The first step I took to improve this script was to get rid of Doctrine ORM calls. Using the ORM was fine for quickly getting the script done in the first place, but now it had to be replaced with very large prepared statements. Using the DBAL instead of relying on the ORM already improved performance drastically, but the script would still take around an hour to migrate all users and consume several GB of memory, still leaking quite a bit with each batch. And the same was true after going down another layer and using PDO directly.

I eventually ended up rewriting the entire script in Go, which not only took me less time than the time I had already spent trying to tweak the existing PHP script, but also immediately got rid of any performance problems.

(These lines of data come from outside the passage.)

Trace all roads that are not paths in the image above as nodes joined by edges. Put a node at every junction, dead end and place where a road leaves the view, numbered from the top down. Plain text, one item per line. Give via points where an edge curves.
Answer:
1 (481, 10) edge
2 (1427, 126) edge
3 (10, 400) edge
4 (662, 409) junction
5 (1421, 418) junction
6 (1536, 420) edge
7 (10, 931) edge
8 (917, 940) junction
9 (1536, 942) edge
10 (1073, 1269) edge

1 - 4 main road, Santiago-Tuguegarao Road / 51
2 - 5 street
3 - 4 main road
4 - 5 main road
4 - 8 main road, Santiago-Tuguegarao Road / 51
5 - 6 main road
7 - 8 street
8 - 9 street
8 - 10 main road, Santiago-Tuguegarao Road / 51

Thanks to goroutines we can make multiple DB calls at the same time, dramatically speeding up the running time of the script. This can be tweaked with a command line flag to limit the number of concurrent goroutines to balance between memory usage (more goroutines, more memory) or a faster running script. Running only a few goroutines with our example takes only a couple dozen MB, while cranking it up to as much as our DB (in dev environment) can take will result in several hundred MB used and speed up the script to finish migrating 1 million accounts within 3 minutes.

In the following snippet I use a channel to limit the number of active goroutines to avoid opening too many DB connections. I use the waitGroup to make sure the script actually waits for all of its work to finish.

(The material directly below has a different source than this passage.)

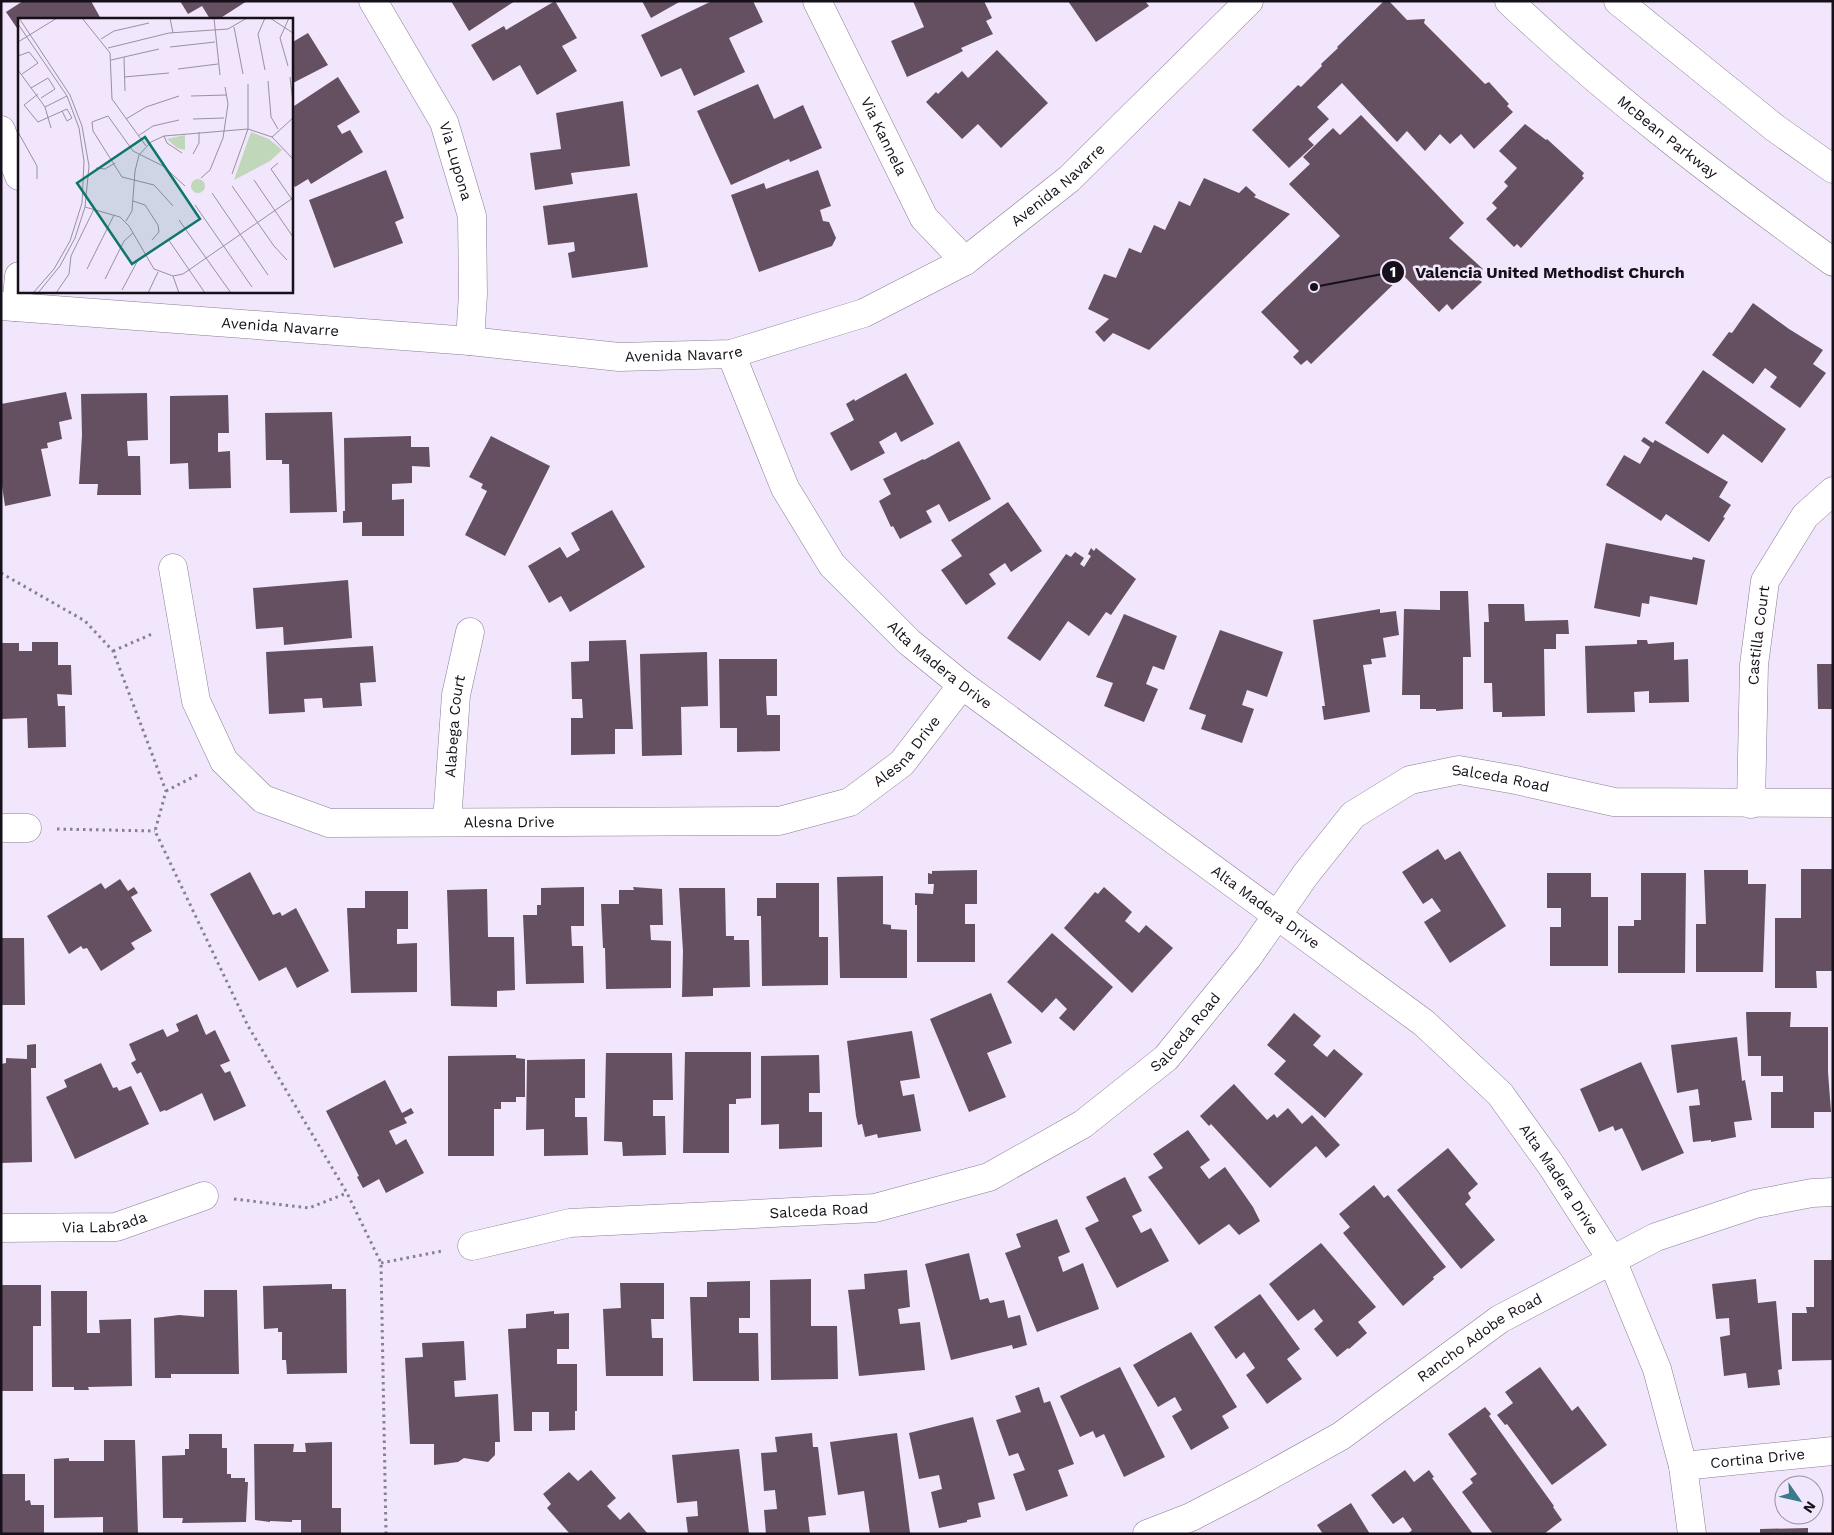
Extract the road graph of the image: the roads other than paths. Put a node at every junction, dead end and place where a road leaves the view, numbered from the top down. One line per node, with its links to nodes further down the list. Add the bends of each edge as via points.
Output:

// limit number of goroutines to the value we specified on the command line
limit := make(chan struct{}, maxGoroutines)

// we get 'total' from a DB count query and 'batchsize' from a config flag
loops = int(math.Ceil(float64(total) / float64(batchsize)))

for i := 0; i < loops; i++ {
	limit <- struct{}{} // will block if maxGoroutines is exceeded

	go processBatch(offset, limit)

waitGroup.Wait() // otherwise main() will just finish without waiting for goroutines

All we do in the processBatch function is to query the data we need, map it to our Go structs and construct our prepared statements to insert into the new DB. Then at the end of the function we let our channel and waitGroup know that we are done. This could probably even be combined to only use one of the two.

func processBatch(offset int, limit chan struct{}) {
	defer waitGroup.Done()

The final script still leaves a lot of room for improvement, but I’m already quite happy with the result and plan to use Go for more of our migration scripts and background jobs in the future, as it seems a lot more suited for it than PHP.